Right now, there is only the Baobab book, but two more books are in the works.  Each book, priced at a bargain $6.99, is packed with a rich literary experience for your bilingual child.  As the website says, "Every child loves and deserves a great story."  Each story has a "Watch" "Read" and "Learn" section.  "Watch" to see the story signed in ASL.  "Read" to see the English text (see photo).  Certain words and phrases are highlighted; when clicked, a video of the ASL sign, fingerspelling of the word, then again the sign, pops up on the screen.  Finally, "learn" opens an ASL dictionary.  Again, the signs are coupled with the fingerspelling of the word.  The fingerspelling is strategic as studies have shown what we've known anecdotally: fingerspelling aids in a Deaf child's reading skills.
"Read" view of the storybook.
Adam Stone, and ASL/English Bilingual Kindergarten teacher in Manhattan, shared his favorite iPad apps.  His presentation was one of my favorites.  Not only was the material presented beautifully, but the content he shared got me super excited to get home and use some of the apps with the boys.  Lucky for you, he's made his Keynote public!  You can view it here.

Pointy Three
Zoey Goes
These are all ASL and English storybook apps you can download on your iPad!  I can't wait to get each one of these stories, then blog about each individually.  They look fun!

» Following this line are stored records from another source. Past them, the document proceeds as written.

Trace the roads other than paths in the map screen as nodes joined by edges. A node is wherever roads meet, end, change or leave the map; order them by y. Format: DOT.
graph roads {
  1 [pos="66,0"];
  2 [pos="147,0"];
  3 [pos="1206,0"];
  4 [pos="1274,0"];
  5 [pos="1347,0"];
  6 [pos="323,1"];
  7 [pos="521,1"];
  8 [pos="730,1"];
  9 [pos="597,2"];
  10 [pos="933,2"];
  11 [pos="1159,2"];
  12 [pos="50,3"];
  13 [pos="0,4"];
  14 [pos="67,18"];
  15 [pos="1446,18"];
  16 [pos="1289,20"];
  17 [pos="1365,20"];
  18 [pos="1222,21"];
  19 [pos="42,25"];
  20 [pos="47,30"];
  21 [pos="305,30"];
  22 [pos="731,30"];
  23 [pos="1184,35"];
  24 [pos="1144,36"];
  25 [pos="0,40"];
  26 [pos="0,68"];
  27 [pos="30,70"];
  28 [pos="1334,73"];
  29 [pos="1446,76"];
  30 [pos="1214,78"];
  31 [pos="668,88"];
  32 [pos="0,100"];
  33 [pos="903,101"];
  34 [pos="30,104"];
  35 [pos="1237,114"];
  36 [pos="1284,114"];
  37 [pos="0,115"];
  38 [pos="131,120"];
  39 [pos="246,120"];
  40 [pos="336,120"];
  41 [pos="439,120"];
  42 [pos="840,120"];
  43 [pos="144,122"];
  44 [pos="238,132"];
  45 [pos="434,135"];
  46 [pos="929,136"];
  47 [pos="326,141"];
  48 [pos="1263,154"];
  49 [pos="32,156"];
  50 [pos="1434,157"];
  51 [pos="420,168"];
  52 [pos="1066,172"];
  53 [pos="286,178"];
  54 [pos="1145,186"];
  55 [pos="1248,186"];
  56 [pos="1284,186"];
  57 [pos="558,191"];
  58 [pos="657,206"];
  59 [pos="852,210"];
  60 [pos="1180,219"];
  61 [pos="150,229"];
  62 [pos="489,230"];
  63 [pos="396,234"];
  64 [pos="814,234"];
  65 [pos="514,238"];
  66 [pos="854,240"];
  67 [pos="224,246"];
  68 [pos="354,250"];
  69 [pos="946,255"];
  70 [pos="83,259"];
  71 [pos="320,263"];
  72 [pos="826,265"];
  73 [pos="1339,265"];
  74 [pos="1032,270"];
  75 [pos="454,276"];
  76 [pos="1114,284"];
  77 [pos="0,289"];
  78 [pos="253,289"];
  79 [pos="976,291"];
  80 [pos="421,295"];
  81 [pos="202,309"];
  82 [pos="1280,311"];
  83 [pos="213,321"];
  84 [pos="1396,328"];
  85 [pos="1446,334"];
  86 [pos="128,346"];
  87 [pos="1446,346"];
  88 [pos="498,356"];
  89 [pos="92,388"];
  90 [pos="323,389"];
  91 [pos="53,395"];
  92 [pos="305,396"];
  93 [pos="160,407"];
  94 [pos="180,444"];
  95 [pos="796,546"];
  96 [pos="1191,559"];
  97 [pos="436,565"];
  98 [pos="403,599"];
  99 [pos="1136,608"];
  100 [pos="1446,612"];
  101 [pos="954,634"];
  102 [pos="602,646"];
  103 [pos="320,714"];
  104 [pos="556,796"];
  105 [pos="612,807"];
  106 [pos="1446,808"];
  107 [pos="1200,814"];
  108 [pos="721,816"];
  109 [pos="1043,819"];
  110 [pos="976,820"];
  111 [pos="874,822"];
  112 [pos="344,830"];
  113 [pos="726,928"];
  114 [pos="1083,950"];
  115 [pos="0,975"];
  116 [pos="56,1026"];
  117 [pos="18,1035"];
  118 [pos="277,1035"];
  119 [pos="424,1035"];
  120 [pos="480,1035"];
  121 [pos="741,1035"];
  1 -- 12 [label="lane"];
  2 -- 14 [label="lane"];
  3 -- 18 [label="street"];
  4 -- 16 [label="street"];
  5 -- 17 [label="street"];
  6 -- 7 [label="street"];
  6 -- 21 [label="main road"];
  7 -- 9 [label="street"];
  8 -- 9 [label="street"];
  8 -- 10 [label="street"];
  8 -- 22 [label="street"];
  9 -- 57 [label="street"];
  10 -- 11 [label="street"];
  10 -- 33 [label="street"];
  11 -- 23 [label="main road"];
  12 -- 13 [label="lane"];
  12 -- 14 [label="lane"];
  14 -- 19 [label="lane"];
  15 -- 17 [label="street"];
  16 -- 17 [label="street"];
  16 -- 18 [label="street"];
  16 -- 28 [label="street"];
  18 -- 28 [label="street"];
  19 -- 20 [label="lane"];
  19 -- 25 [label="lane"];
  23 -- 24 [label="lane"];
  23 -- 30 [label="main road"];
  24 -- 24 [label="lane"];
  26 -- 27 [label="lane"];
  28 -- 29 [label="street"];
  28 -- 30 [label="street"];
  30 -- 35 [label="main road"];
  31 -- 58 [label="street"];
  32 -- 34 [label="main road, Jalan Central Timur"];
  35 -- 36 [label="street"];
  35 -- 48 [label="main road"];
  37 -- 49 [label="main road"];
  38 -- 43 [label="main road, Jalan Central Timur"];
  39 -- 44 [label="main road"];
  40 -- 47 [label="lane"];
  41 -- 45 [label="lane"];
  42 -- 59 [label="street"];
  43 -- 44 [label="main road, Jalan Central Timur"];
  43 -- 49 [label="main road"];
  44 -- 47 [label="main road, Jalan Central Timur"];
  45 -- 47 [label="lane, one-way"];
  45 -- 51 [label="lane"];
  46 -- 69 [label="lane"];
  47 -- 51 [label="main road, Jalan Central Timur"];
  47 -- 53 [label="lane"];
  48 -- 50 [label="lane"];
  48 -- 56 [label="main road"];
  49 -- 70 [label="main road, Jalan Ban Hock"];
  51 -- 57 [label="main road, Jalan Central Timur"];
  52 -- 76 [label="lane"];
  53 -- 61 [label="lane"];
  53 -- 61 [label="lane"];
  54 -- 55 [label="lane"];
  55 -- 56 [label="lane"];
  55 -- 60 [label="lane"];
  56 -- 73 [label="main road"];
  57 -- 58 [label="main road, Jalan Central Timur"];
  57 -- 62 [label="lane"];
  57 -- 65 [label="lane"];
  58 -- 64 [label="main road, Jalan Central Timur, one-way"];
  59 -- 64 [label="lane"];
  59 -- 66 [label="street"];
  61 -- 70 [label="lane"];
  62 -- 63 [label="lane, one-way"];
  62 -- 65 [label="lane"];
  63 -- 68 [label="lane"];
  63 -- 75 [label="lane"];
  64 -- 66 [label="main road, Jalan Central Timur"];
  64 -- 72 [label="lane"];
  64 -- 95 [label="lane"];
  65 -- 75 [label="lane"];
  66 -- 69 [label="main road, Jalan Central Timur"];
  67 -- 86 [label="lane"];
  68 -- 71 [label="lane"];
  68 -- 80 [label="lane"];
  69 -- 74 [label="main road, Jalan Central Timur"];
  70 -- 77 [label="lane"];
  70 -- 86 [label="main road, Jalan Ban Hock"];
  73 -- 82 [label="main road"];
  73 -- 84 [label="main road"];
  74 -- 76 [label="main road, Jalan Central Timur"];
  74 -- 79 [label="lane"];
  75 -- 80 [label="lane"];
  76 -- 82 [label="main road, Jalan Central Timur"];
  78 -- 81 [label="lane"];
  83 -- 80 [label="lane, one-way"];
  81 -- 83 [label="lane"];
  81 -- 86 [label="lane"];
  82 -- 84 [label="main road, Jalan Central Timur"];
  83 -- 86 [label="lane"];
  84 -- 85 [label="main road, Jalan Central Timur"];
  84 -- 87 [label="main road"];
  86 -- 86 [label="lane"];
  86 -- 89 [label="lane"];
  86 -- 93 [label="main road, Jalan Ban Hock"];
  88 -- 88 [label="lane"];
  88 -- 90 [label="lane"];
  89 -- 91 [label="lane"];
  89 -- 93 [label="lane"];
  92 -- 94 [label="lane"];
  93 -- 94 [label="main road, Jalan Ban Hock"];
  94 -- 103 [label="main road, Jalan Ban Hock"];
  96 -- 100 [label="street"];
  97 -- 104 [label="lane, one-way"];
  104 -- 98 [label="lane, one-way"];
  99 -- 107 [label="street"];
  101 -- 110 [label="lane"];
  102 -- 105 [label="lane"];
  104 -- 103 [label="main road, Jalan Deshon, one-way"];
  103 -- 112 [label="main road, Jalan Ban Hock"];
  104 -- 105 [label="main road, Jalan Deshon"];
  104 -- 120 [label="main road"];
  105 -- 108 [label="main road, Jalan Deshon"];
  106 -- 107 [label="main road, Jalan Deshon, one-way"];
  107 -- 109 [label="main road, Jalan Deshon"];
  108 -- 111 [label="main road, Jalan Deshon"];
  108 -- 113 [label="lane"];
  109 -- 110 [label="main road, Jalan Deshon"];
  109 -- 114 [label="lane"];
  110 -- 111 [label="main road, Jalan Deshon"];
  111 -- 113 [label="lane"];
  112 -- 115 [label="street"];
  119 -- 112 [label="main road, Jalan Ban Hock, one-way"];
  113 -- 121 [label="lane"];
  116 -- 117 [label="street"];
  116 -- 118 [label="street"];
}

Suppose you want to produce your OWN ASL ibook. Well, it's super easy with the iBook Author (free) app!  The kids and I tested the app today and loved it.  If you know how to put together a Keynote or Power Point, then you can create your own ASL ibook!  I plan to use this app to create lifebooks for the boys.  Not only will the books contain photos and text about their life, but Ken and I can sign the story to them and even ask friends to add their own thoughts.  What a treasure!

Not until I reached the end of this blog did I follow Adam's link to "FoundInBlank."  Here he provides links to these books, plus more! Thanks, Adam, for making it easy to find all these invaluable resources!

Yesterday, a friend of mine, Sheena McFeely, posted a blog sharing her opinions about eBooks and apps.  Be sure to check out her blog.  She also has an excellent YouTube site showing her bilingual Deaf and hearing girls. 


  1. Hello There
    I too was at this wonderful conference. Great information and research sharing through out the weekend.
    I have been following your blog, and had no idea, you were at the conference as well.

  2. Thank you so much for sharing our book, Zoey Goes to the Dog Park! :) Stay tuned for the second book!

  3. Thank you, I wish they were free though. I don't have money to spend on anything other than free apps. But I do think I can ask people for an itunes gift card right?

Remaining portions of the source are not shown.